[Records from a data source]
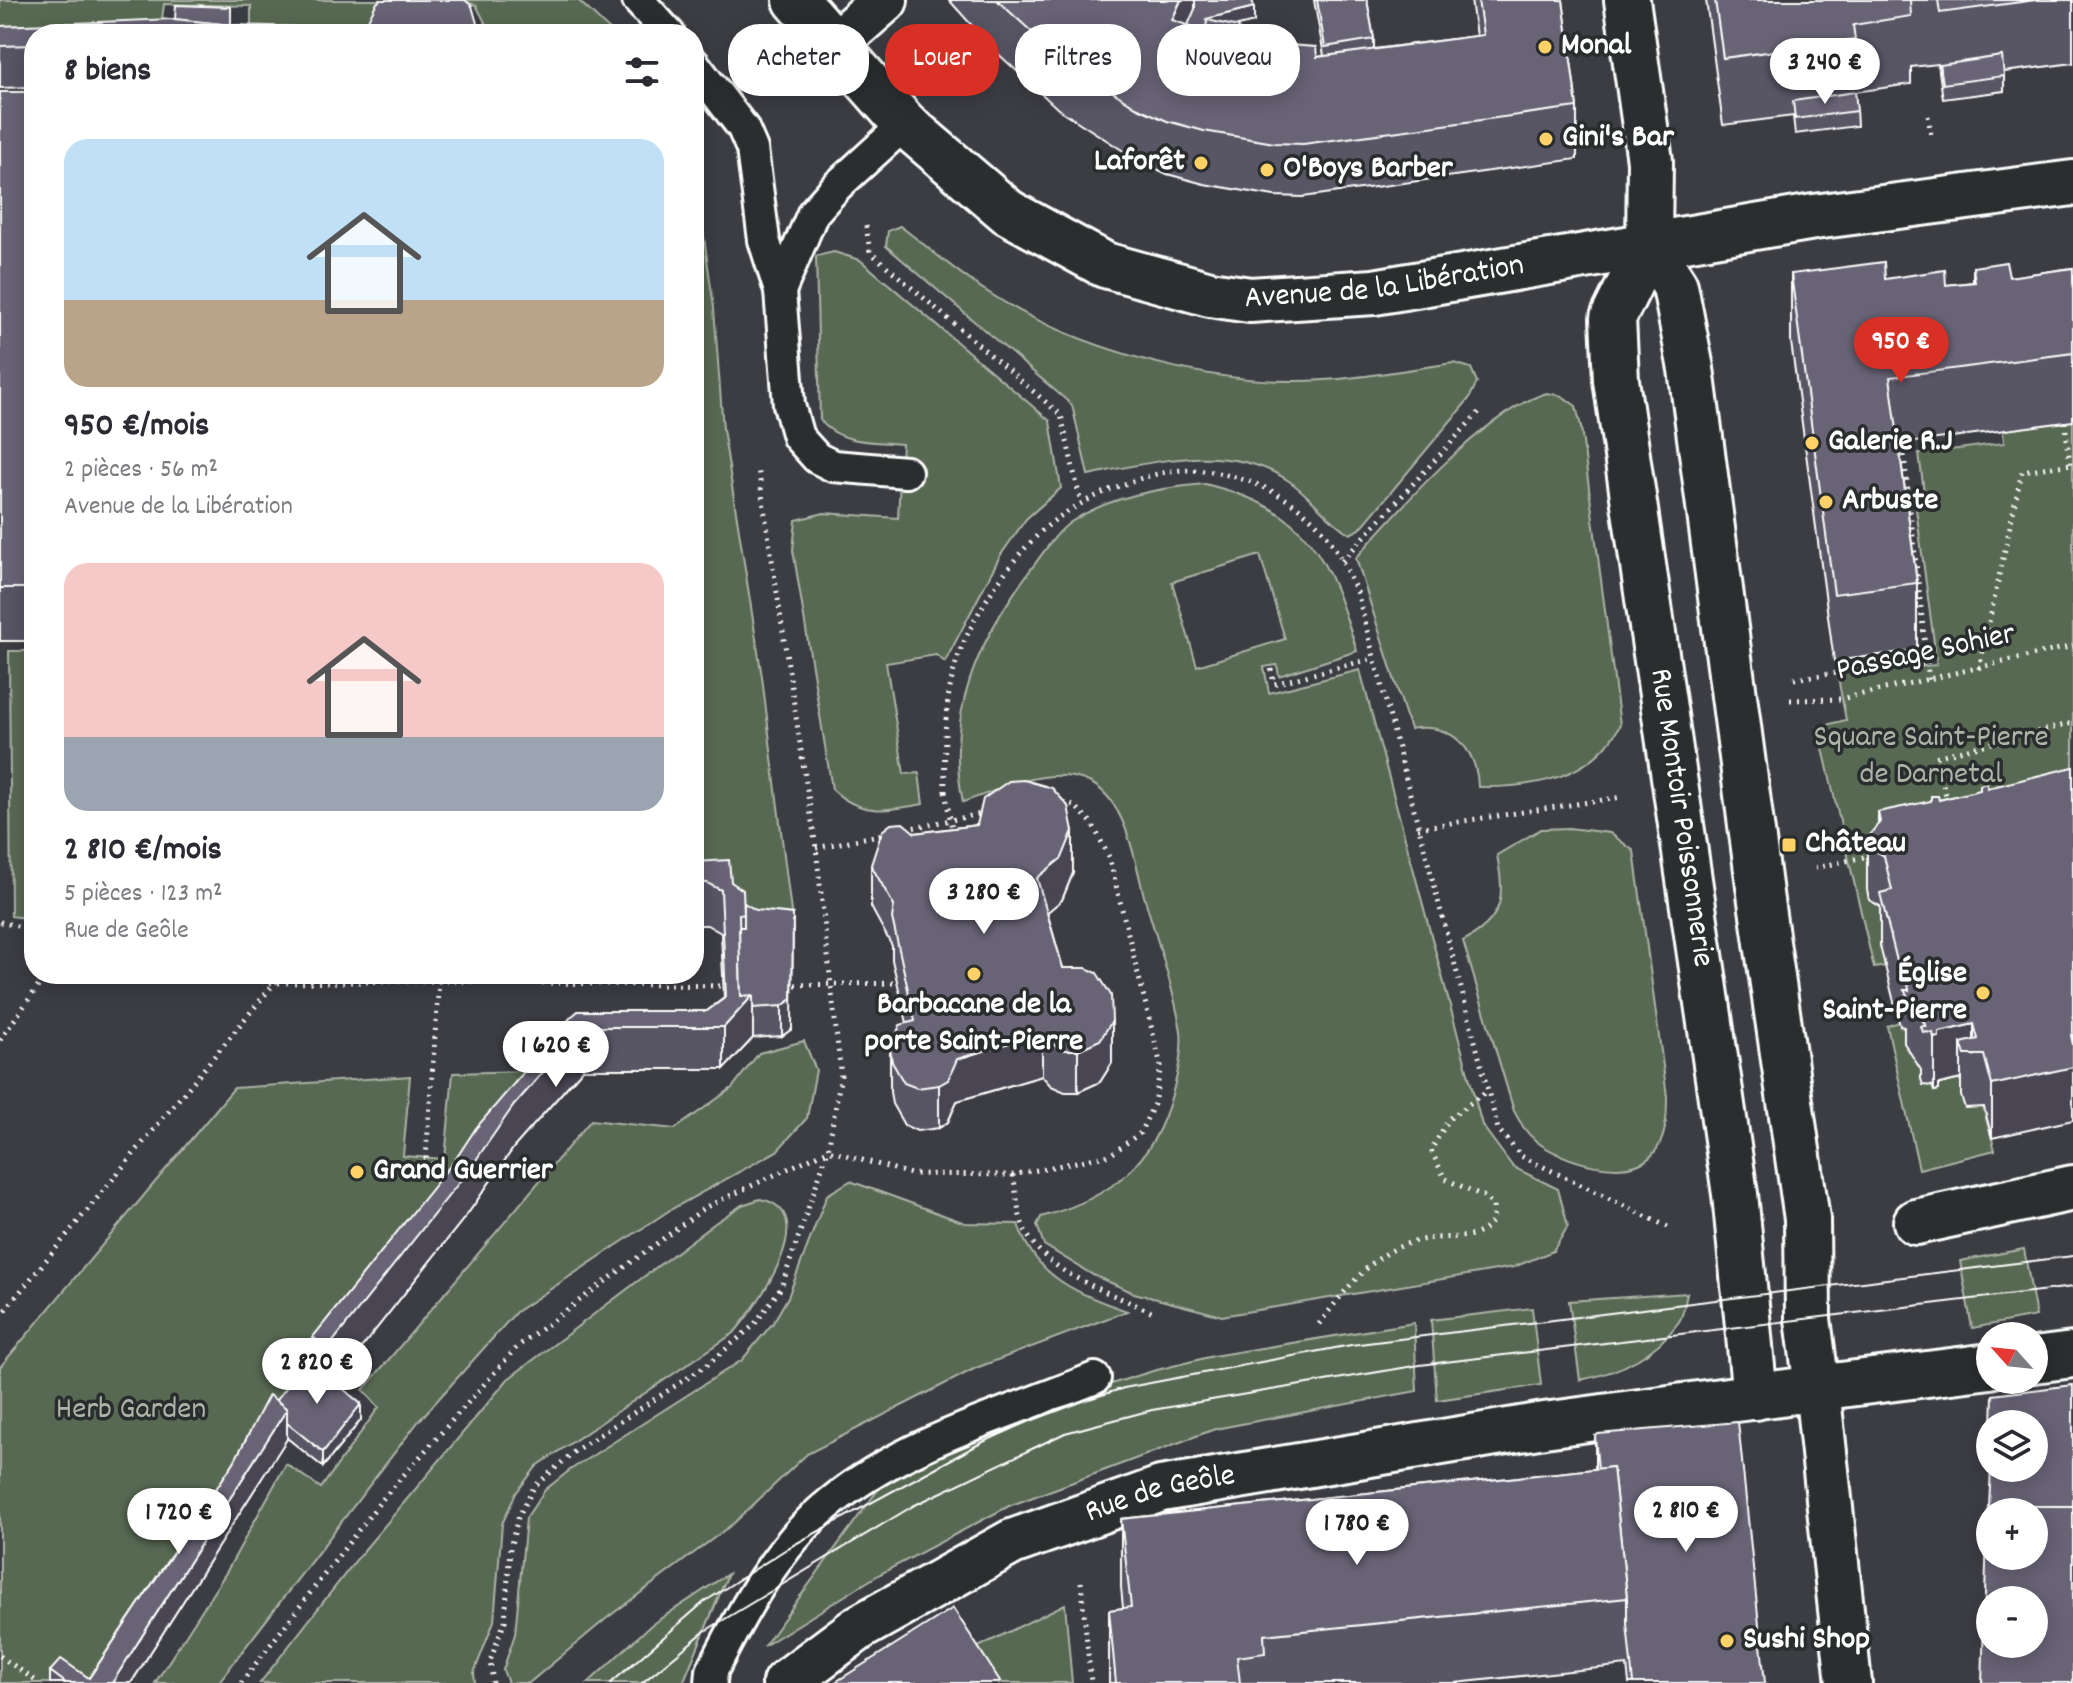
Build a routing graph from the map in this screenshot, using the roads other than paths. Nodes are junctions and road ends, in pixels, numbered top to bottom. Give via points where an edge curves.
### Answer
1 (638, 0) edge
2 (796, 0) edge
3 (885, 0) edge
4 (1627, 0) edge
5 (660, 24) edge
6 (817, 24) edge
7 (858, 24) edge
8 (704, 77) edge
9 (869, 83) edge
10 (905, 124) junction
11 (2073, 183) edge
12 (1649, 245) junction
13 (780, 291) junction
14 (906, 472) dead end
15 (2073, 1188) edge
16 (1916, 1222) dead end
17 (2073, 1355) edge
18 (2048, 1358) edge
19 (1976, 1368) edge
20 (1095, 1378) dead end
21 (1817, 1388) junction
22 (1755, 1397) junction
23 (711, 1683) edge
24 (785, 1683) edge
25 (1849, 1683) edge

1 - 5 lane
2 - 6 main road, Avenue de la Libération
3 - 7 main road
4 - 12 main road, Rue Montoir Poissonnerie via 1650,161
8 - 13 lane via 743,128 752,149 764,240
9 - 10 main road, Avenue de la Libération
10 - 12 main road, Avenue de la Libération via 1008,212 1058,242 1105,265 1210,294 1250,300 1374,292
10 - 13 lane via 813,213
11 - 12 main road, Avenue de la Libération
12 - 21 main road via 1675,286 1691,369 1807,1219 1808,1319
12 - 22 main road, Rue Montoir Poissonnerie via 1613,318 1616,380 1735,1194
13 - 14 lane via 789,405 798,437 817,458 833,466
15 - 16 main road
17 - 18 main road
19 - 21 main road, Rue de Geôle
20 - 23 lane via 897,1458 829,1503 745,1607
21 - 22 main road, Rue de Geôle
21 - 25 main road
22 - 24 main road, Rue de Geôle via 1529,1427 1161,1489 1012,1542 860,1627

What needs to be done: Please print each entry exactly as it stands, without the pictures.

Written response:
Build a routing graph from the map in this screenshot, using the roads other than paths. Nodes are junctions and road ends, in pixels, numbered top to bottom. Give via points where an edge curves.
### Answer
1 (638, 0) edge
2 (796, 0) edge
3 (885, 0) edge
4 (1627, 0) edge
5 (660, 24) edge
6 (817, 24) edge
7 (858, 24) edge
8 (704, 77) edge
9 (869, 83) edge
10 (905, 124) junction
11 (2073, 183) edge
12 (1649, 245) junction
13 (780, 291) junction
14 (906, 472) dead end
15 (2073, 1188) edge
16 (1916, 1222) dead end
17 (2073, 1355) edge
18 (2048, 1358) edge
19 (1976, 1368) edge
20 (1095, 1378) dead end
21 (1817, 1388) junction
22 (1755, 1397) junction
23 (711, 1683) edge
24 (785, 1683) edge
25 (1849, 1683) edge

1 - 5 lane
2 - 6 main road, Avenue de la Libération
3 - 7 main road
4 - 12 main road, Rue Montoir Poissonnerie via 1650,161
8 - 13 lane via 743,128 752,149 764,240
9 - 10 main road, Avenue de la Libération
10 - 12 main road, Avenue de la Libération via 1008,212 1058,242 1105,265 1210,294 1250,300 1374,292
10 - 13 lane via 813,213
11 - 12 main road, Avenue de la Libération
12 - 21 main road via 1675,286 1691,369 1807,1219 1808,1319
12 - 22 main road, Rue Montoir Poissonnerie via 1613,318 1616,380 1735,1194
13 - 14 lane via 789,405 798,437 817,458 833,466
15 - 16 main road
17 - 18 main road
19 - 21 main road, Rue de Geôle
20 - 23 lane via 897,1458 829,1503 745,1607
21 - 22 main road, Rue de Geôle
21 - 25 main road
22 - 24 main road, Rue de Geôle via 1529,1427 1161,1489 1012,1542 860,1627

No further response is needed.